As usual, Mother saw beyond the superficial to the moral center of the story. “You see, the priest knew that was Father’s work. He would not think of giving that work to another man. And the priest knew he was a Jew. That didn’t matter. They respected each other.”
That tolerance did not extend to the barracks of the Tsar’s Army. He had a hard go, but, typical of him, he said nothing about it. There was one incident that he savored, however, and Mother recounted it to us with relish growing up: Father Abraham was assigned to the detail that stood guard and paraded at important ceremonies. The men were picked for their looks and bearing, for the impression they made. One Easter service found Abraham deployed front row in full dress uniform and full mustache on the steps of the St. Petersburg Cathedral. Out comes the priest in full regalia. Deliberately and in stately fashion he sprinkles holy water from a golden pail at the troops, first to one side, and then the other. Now, it is good luck and a blessing to be sprayed with as much as a drop, but a full blast catches Abraham’s cheek. The water is cold and unexpected and he flinches. “Had to be a Jew!” the men behind him growl.
Once in the clutches of the Tsar’s Army it was hard as hell to get out; they’d keep you for as long as they wanted. For that and the other familiar reasons, Abraham and his young wife made their way to the U.S., and eventually to Cleveland, where they were fruitful and multiplied. They had six children who made it to adulthood. Mother was the oldest by a few years; she was brought to America six months of age. There followed Sarah, Martin, Joseph, Sid, and Daniel, who was much younger, a change of life baby.

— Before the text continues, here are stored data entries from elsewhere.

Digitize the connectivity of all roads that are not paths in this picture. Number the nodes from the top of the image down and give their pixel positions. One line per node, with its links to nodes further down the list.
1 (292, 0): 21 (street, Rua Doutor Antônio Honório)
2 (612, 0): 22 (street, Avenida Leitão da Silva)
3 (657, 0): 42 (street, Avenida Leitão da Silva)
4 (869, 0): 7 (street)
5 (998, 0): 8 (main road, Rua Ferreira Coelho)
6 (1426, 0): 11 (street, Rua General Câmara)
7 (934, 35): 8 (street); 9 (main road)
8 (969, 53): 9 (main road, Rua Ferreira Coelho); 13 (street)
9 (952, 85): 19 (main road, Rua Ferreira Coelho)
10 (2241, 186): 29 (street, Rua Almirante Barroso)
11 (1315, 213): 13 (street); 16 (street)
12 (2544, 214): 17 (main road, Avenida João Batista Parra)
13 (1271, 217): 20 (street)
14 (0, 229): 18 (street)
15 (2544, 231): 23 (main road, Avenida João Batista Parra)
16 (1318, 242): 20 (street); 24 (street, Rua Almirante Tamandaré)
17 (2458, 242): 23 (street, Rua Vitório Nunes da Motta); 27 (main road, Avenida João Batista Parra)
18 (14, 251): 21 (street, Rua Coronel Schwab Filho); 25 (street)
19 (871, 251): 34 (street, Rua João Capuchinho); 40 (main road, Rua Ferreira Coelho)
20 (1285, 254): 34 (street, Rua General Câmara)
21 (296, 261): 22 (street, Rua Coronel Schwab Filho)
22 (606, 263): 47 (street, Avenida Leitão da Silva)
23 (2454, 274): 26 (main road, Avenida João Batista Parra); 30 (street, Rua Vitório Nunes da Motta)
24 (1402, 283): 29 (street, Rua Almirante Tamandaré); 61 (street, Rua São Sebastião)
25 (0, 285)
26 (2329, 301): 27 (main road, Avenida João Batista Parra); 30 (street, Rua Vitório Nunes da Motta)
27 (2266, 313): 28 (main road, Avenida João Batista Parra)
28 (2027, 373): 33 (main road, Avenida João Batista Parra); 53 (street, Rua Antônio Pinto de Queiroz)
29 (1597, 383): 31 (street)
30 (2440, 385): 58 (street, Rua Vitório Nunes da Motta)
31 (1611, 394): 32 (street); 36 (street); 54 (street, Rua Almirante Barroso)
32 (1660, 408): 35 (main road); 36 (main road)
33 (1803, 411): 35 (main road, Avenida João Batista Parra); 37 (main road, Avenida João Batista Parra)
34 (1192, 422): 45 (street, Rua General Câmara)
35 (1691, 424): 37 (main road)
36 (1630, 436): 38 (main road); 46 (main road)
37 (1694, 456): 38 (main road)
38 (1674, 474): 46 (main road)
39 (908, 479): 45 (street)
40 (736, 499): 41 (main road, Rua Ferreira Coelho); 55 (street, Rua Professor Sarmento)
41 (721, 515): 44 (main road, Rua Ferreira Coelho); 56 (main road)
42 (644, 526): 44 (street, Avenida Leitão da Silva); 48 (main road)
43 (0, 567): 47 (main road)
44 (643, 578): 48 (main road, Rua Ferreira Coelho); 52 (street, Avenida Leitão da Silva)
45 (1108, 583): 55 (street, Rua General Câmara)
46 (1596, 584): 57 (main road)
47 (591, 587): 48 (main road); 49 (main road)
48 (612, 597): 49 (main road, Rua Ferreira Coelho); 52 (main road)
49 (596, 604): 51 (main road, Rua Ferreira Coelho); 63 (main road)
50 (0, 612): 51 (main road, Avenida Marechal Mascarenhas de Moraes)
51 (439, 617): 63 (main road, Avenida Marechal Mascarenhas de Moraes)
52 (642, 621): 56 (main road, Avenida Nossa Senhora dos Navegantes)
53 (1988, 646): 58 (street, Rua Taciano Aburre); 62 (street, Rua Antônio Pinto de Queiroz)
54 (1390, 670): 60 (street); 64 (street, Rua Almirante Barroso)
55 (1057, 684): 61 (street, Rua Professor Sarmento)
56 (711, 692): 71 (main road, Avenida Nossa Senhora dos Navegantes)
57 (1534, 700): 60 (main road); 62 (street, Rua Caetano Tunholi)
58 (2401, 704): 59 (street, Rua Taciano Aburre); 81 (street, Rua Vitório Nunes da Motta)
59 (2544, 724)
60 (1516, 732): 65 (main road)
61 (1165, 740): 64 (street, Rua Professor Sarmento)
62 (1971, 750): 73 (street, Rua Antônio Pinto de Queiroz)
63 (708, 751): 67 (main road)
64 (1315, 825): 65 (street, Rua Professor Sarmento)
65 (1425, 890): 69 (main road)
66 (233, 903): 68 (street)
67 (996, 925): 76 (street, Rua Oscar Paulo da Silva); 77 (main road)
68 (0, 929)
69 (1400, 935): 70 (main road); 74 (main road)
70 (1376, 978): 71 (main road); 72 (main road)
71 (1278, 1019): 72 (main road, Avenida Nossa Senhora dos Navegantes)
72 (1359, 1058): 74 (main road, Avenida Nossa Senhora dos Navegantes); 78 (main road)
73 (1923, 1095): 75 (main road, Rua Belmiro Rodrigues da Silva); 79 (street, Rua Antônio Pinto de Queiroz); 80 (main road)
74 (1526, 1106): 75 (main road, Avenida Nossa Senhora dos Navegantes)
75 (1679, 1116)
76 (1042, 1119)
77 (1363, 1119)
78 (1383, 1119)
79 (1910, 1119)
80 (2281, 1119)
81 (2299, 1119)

By all accounts Abraham was a wonderful father from a bygone age, as honest and direct as his back was straight. Though he knew Hebrew well he’d read passages from the Torah to the children in his accented English, tell them the stories of Daniel and the Lion, of King Saul, of David and Goliath (though never David and Bathsheba), of Noah; Mother grew up with the Old Testament in her bones. As an adult, she loved to read from it. She loved the poetry, the purity of the language, and the wisdom. She called it a remarkable document of an ancient people and that was enough for her. There was no need of a god to worship.
And Abraham was skilled in many things. He could do carpentry, metal work, masonry, bricklaying, and farming. He built the home they lived in with his bare hands. He kept a garden with fruit trees on to which he grafted the branches of other trees. And a proud man, proud of his work. He’d take the family, the whole brood, into the city proper to admire the brick bakery ovens he built with his bare hands, his labor. I wonder if any of them are still there? In use?
He made his own tools, kept them in a large storage shed that he built in the back yard. He took the wood from fruit crates and made pirate chests for the children, with curved tops that he painted and shellacked to look old. He used his forge to make iron hinges and ornamental metal of different design for each chest. He gave them secret locks, so that the chests could not be opened even if the padlocks were removed. He put a set of wheels on Daniel’s chest to use as a scooter if he desired. He took some small tree branches and showed Daniel how to make a toy house by weaving the material together and anchoring it in the ground. The house had a roof and walls and it was still standing in the weather for some years after Father Abraham died.
They were not an observant family, vaguely socialistic, ardent Zionists.